* _What is expected_: Among the entries below, find all lines that include "Saint" and copy them.

* _Material provided_:
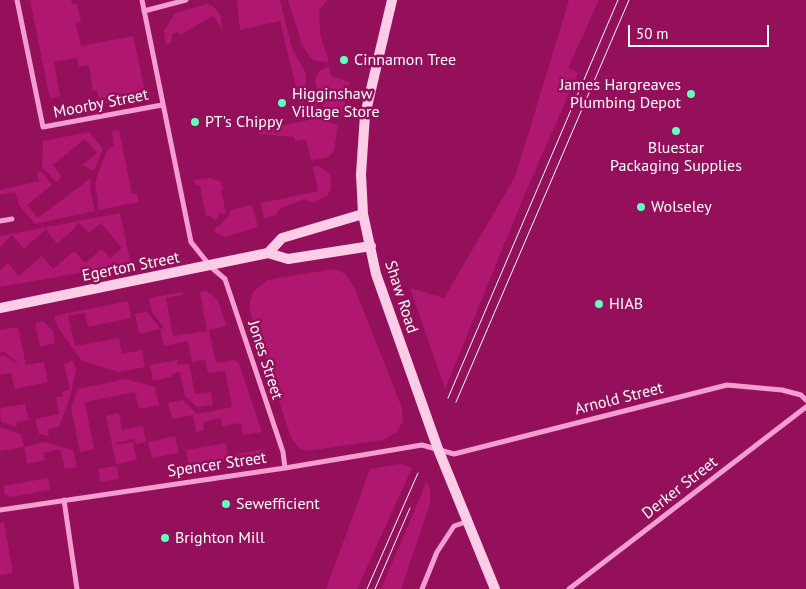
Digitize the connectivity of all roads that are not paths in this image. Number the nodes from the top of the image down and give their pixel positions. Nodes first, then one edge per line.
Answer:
1 (17, 0) edge
2 (142, 0) edge
3 (186, 0) edge
4 (392, 0) edge
5 (144, 11) junction
6 (162, 105) junction
7 (363, 214) junction
8 (12, 219) dead end
9 (0, 221) edge
10 (371, 246) junction
11 (268, 253) junction
12 (211, 266) junction
13 (0, 308) edge
14 (806, 400) edge
15 (806, 407) edge
16 (438, 449) junction
17 (285, 468) junction
18 (64, 500) junction
19 (0, 510) edge
20 (466, 522) junction
21 (77, 589) edge
22 (422, 589) edge
23 (495, 589) edge
24 (569, 589) edge

1 - 6 street, Moorby Street
2 - 5 street, Jones Street
3 - 5 street
4 - 7 main road, Shaw Road
5 - 6 street, Jones Street
6 - 12 street, Jones Street
7 - 10 main road, Shaw Road
7 - 11 main road, Egerton Street
8 - 9 street
10 - 11 main road, Egerton Street
10 - 16 main road, Shaw Road
11 - 12 main road, Egerton Street
12 - 13 main road, Egerton Street
12 - 17 street, Jones Street
14 - 16 street, Arnold Street
15 - 24 street, Derker Street
16 - 17 street, Spencer Street
16 - 20 main road, Shaw Road
17 - 18 street, Spencer Street
18 - 19 street, Spencer Street
18 - 21 street
20 - 22 street
20 - 23 main road, Shaw Road

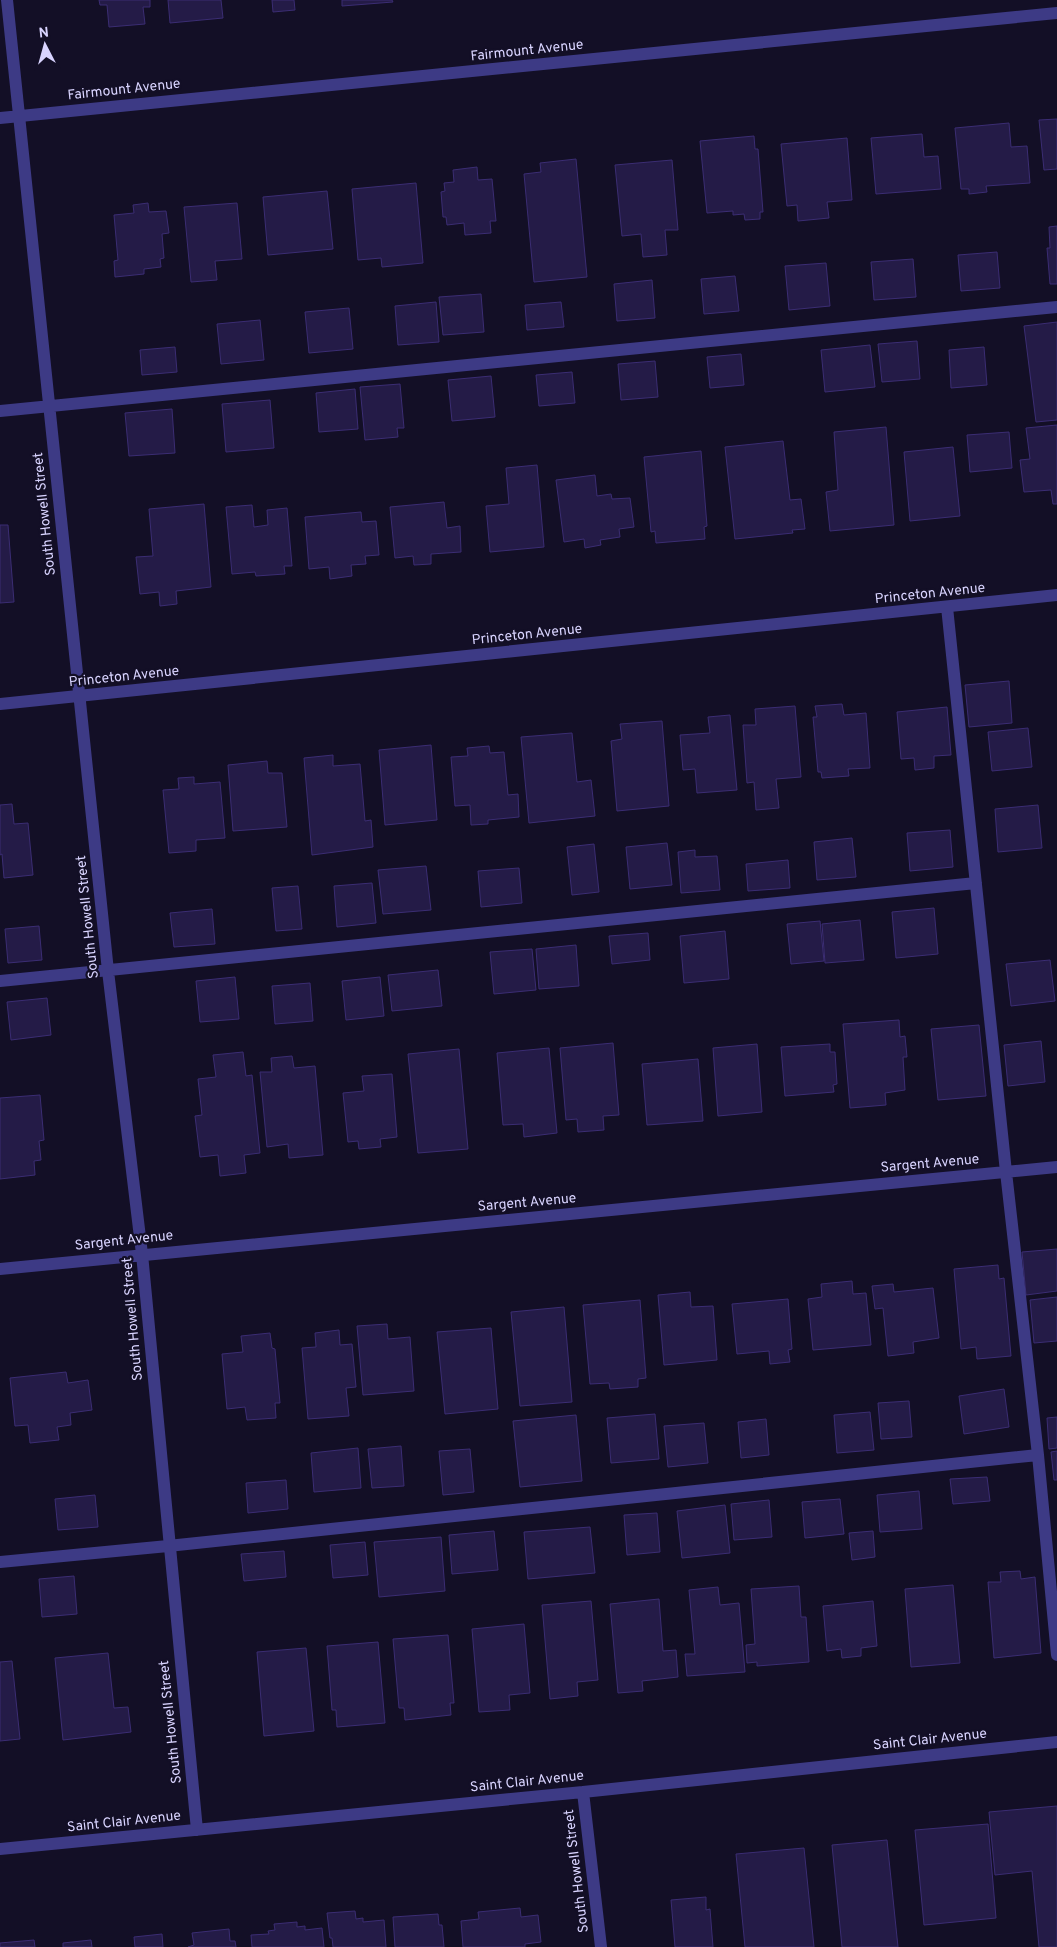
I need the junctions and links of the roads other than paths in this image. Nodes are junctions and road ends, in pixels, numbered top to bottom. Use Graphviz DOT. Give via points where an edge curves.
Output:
graph roads {
  1 [pos="7,0"];
  2 [pos="1057,14"];
  3 [pos="20,116"];
  4 [pos="0,118"];
  5 [pos="1057,307"];
  6 [pos="49,407"];
  7 [pos="0,411"];
  8 [pos="1057,596"];
  9 [pos="947,607"];
  10 [pos="80,697"];
  11 [pos="0,704"];
  12 [pos="976,883"];
  13 [pos="108,971"];
  14 [pos="0,981"];
  15 [pos="1057,1167"];
  16 [pos="1006,1172"];
  17 [pos="142,1254"];
  18 [pos="0,1269"];
  19 [pos="1038,1455"];
  20 [pos="168,1546"];
  21 [pos="0,1562"];
  22 [pos="1057,1655"];
  23 [pos="1057,1742"];
  24 [pos="583,1792"];
  25 [pos="196,1830"];
  26 [pos="0,1850"];
  27 [pos="601,1947"];
  1 -- 3 [label="street, South Howell Street"];
  2 -- 3 [label="street, Fairmount Avenue"];
  3 -- 4 [label="street, Fairmount Avenue"];
  3 -- 6 [label="street, South Howell Street"];
  5 -- 6 [label="street"];
  6 -- 7 [label="street"];
  6 -- 10 [label="street, South Howell Street"];
  8 -- 9 [label="street, Princeton Avenue"];
  9 -- 10 [label="street, Princeton Avenue"];
  9 -- 12 [label="street"];
  10 -- 11 [label="street, Princeton Avenue"];
  10 -- 13 [label="street, South Howell Street"];
  12 -- 13 [label="street"];
  12 -- 16 [label="street"];
  13 -- 14 [label="street"];
  13 -- 17 [label="street, South Howell Street"];
  15 -- 16 [label="street, Sargent Avenue"];
  16 -- 17 [label="street, Sargent Avenue"];
  16 -- 19 [label="street"];
  17 -- 18 [label="street, Sargent Avenue"];
  17 -- 20 [label="street, South Howell Street"];
  19 -- 20 [label="street"];
  19 -- 22 [label="street"];
  20 -- 21 [label="street"];
  20 -- 25 [label="street, South Howell Street"];
  23 -- 24 [label="street, Saint Clair Avenue"];
  24 -- 25 [label="street, Saint Clair Avenue"];
  24 -- 27 [label="street, South Howell Street"];
  25 -- 26 [label="street, Saint Clair Avenue"];
}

* _Solution to this task_:
  23 -- 24 [label="street, Saint Clair Avenue"];
  24 -- 25 [label="street, Saint Clair Avenue"];
  25 -- 26 [label="street, Saint Clair Avenue"];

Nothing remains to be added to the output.